EXERCISE OBJECTIVE:
Copy all entries exactly.

[[ SUPPLIED RECORDS open ]]

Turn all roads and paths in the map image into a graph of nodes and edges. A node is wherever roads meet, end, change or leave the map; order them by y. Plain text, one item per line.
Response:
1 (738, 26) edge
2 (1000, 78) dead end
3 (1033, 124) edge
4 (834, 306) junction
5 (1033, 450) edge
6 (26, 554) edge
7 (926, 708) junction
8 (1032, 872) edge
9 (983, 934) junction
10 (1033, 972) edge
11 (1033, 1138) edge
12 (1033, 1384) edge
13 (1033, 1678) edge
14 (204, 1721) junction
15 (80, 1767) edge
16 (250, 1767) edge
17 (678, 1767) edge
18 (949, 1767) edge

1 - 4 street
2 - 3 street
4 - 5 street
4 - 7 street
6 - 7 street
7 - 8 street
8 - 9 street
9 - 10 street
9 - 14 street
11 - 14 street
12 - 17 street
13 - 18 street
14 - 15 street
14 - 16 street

[[ SUPPLIED RECORDS closed ]]

ANSWER:
Turn all roads and paths in the map image into a graph of nodes and edges. A node is wherever roads meet, end, change or leave the map; order them by y. Plain text, one item per line.
Response:
1 (738, 26) edge
2 (1000, 78) dead end
3 (1033, 124) edge
4 (834, 306) junction
5 (1033, 450) edge
6 (26, 554) edge
7 (926, 708) junction
8 (1032, 872) edge
9 (983, 934) junction
10 (1033, 972) edge
11 (1033, 1138) edge
12 (1033, 1384) edge
13 (1033, 1678) edge
14 (204, 1721) junction
15 (80, 1767) edge
16 (250, 1767) edge
17 (678, 1767) edge
18 (949, 1767) edge

1 - 4 street
2 - 3 street
4 - 5 street
4 - 7 street
6 - 7 street
7 - 8 street
8 - 9 street
9 - 10 street
9 - 14 street
11 - 14 street
12 - 17 street
13 - 18 street
14 - 15 street
14 - 16 street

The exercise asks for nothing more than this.